> _Given entries_
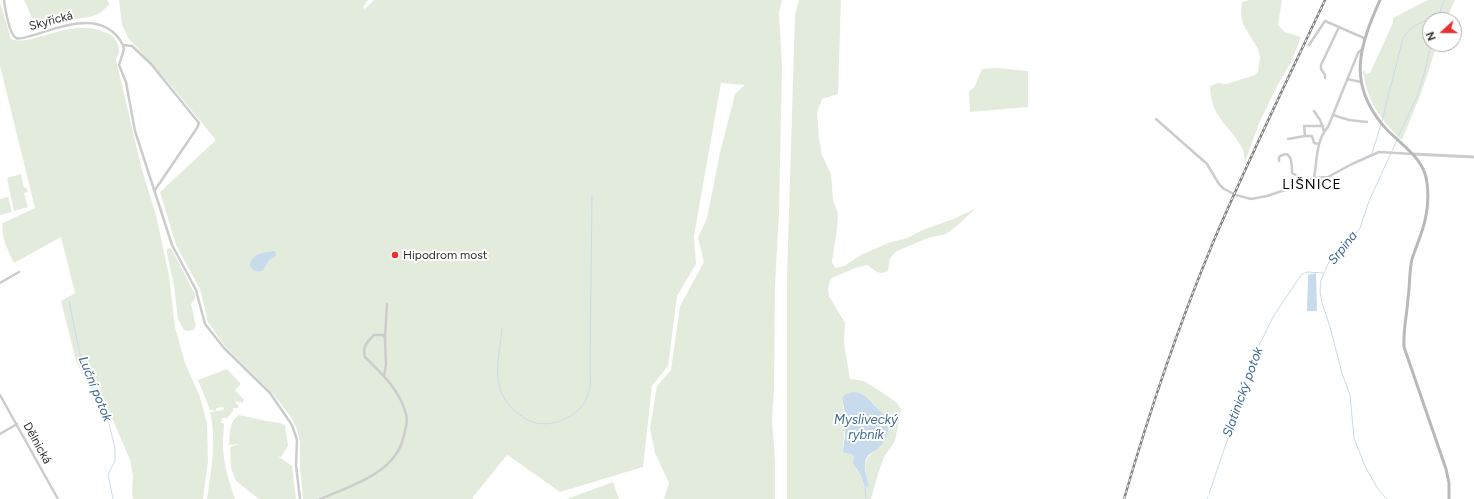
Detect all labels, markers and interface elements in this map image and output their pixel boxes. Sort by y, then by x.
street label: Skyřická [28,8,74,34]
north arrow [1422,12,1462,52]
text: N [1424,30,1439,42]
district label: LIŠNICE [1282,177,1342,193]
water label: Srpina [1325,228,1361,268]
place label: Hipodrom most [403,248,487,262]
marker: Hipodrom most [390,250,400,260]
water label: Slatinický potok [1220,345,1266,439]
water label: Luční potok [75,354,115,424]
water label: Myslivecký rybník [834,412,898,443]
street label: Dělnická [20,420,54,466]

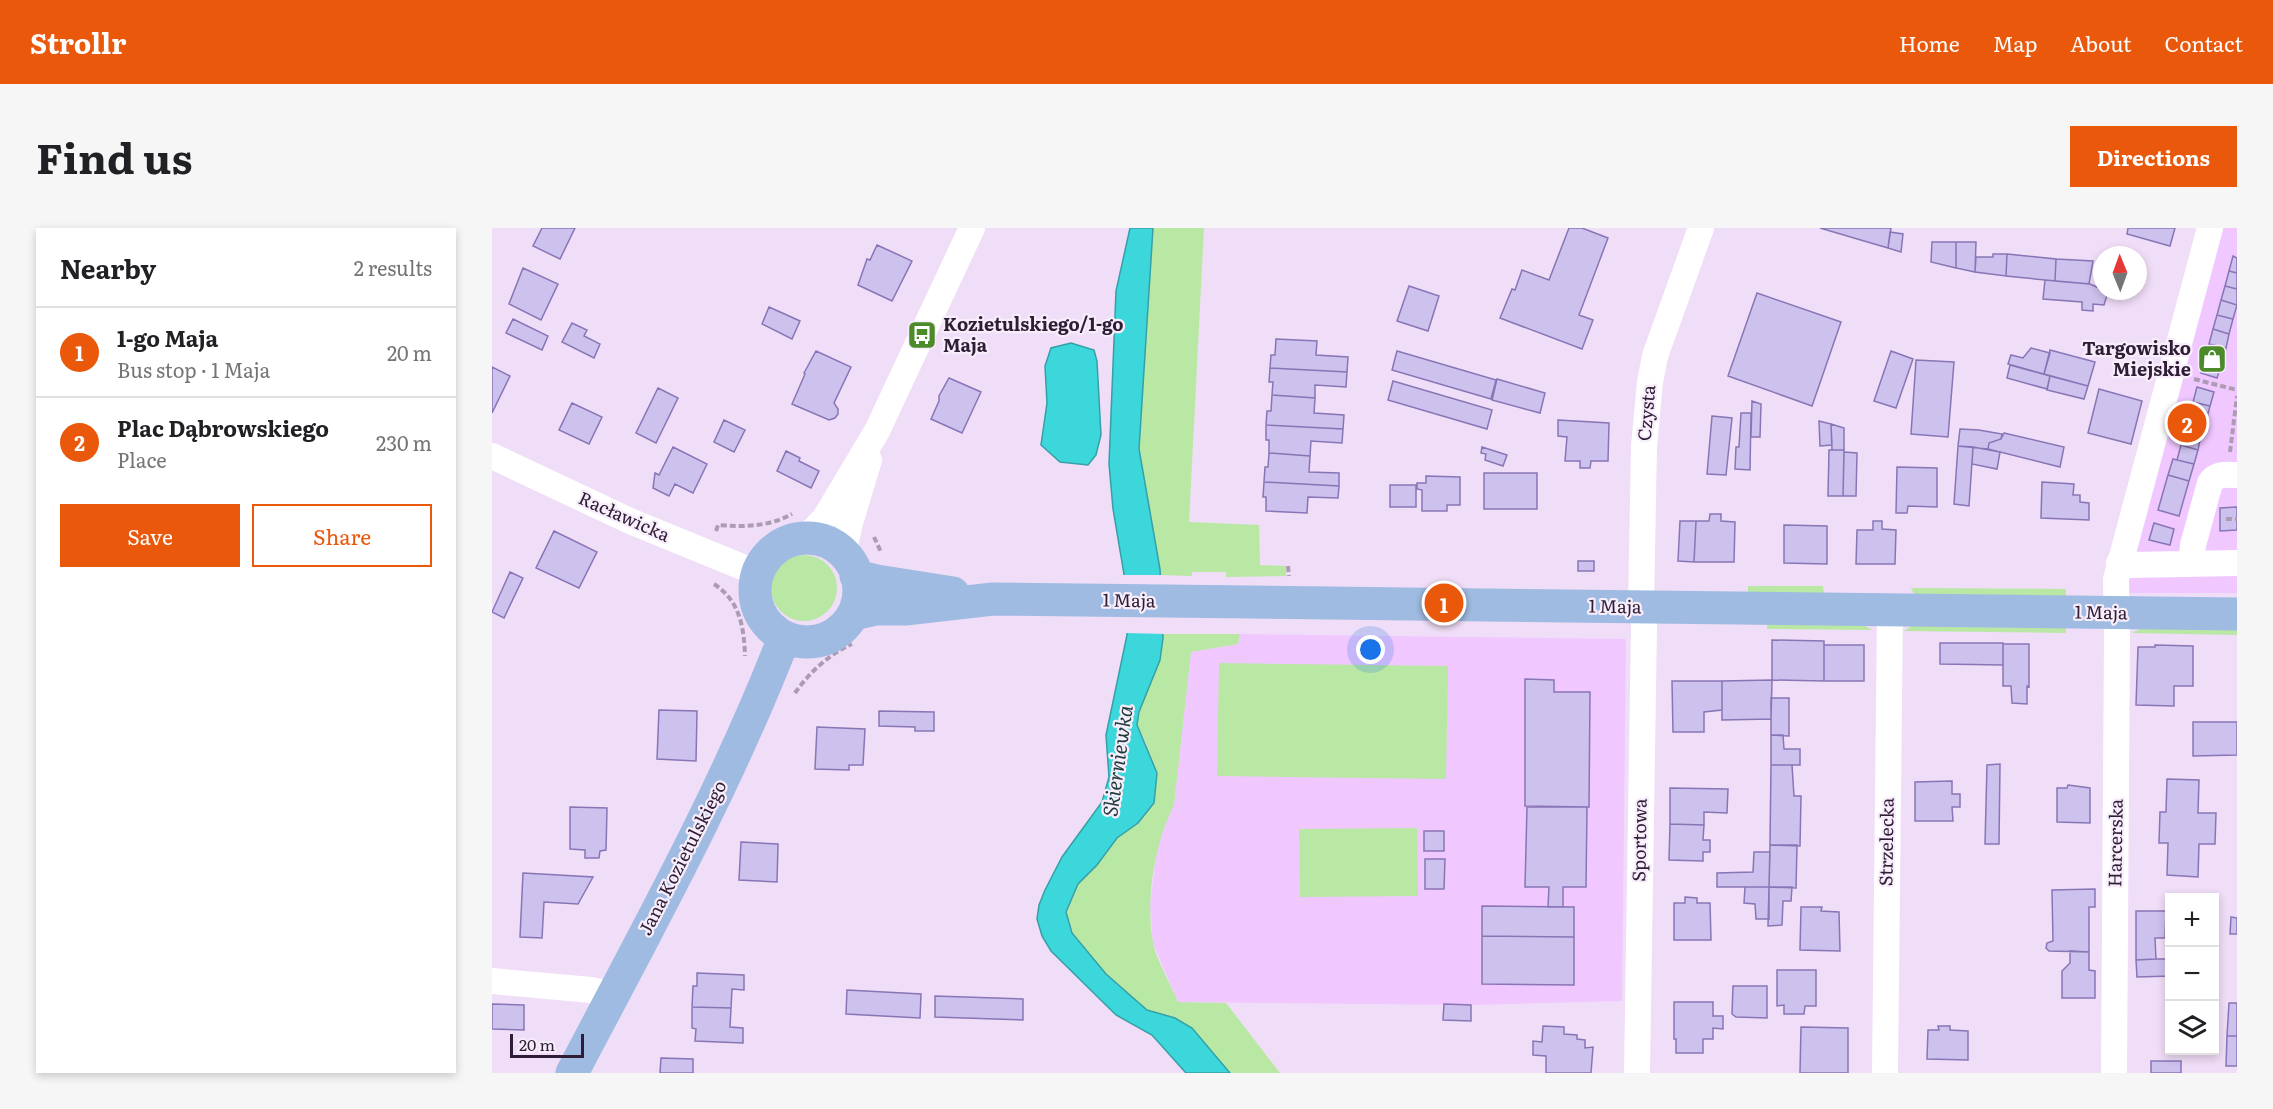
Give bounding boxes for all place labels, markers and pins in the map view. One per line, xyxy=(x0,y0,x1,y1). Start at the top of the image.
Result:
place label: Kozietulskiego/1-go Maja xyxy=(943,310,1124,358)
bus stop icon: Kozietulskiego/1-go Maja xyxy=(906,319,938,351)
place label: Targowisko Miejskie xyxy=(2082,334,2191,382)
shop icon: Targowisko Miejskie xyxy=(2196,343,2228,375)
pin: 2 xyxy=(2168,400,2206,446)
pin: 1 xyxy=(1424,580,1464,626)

> _What is needed_
Restate each line of the records exactly; pictures do not belong in the copy.

> _Exercise answer_
Detect all labels, markers and interface elements in this map image and output their pixel boxes. Sort by y, then by x.
street label: Skyřická [28,8,74,34]
north arrow [1422,12,1462,52]
text: N [1424,30,1439,42]
district label: LIŠNICE [1282,177,1342,193]
water label: Srpina [1325,228,1361,268]
place label: Hipodrom most [403,248,487,262]
marker: Hipodrom most [390,250,400,260]
water label: Slatinický potok [1220,345,1266,439]
water label: Luční potok [75,354,115,424]
water label: Myslivecký rybník [834,412,898,443]
street label: Dělnická [20,420,54,466]

Give bounding boxes for all place labels, markers and pins in the map view. One per line, xyxy=(x0,y0,x1,y1). Start at the top of the image.
Result:
place label: Kozietulskiego/1-go Maja xyxy=(943,310,1124,358)
bus stop icon: Kozietulskiego/1-go Maja xyxy=(906,319,938,351)
place label: Targowisko Miejskie xyxy=(2082,334,2191,382)
shop icon: Targowisko Miejskie xyxy=(2196,343,2228,375)
pin: 2 xyxy=(2168,400,2206,446)
pin: 1 xyxy=(1424,580,1464,626)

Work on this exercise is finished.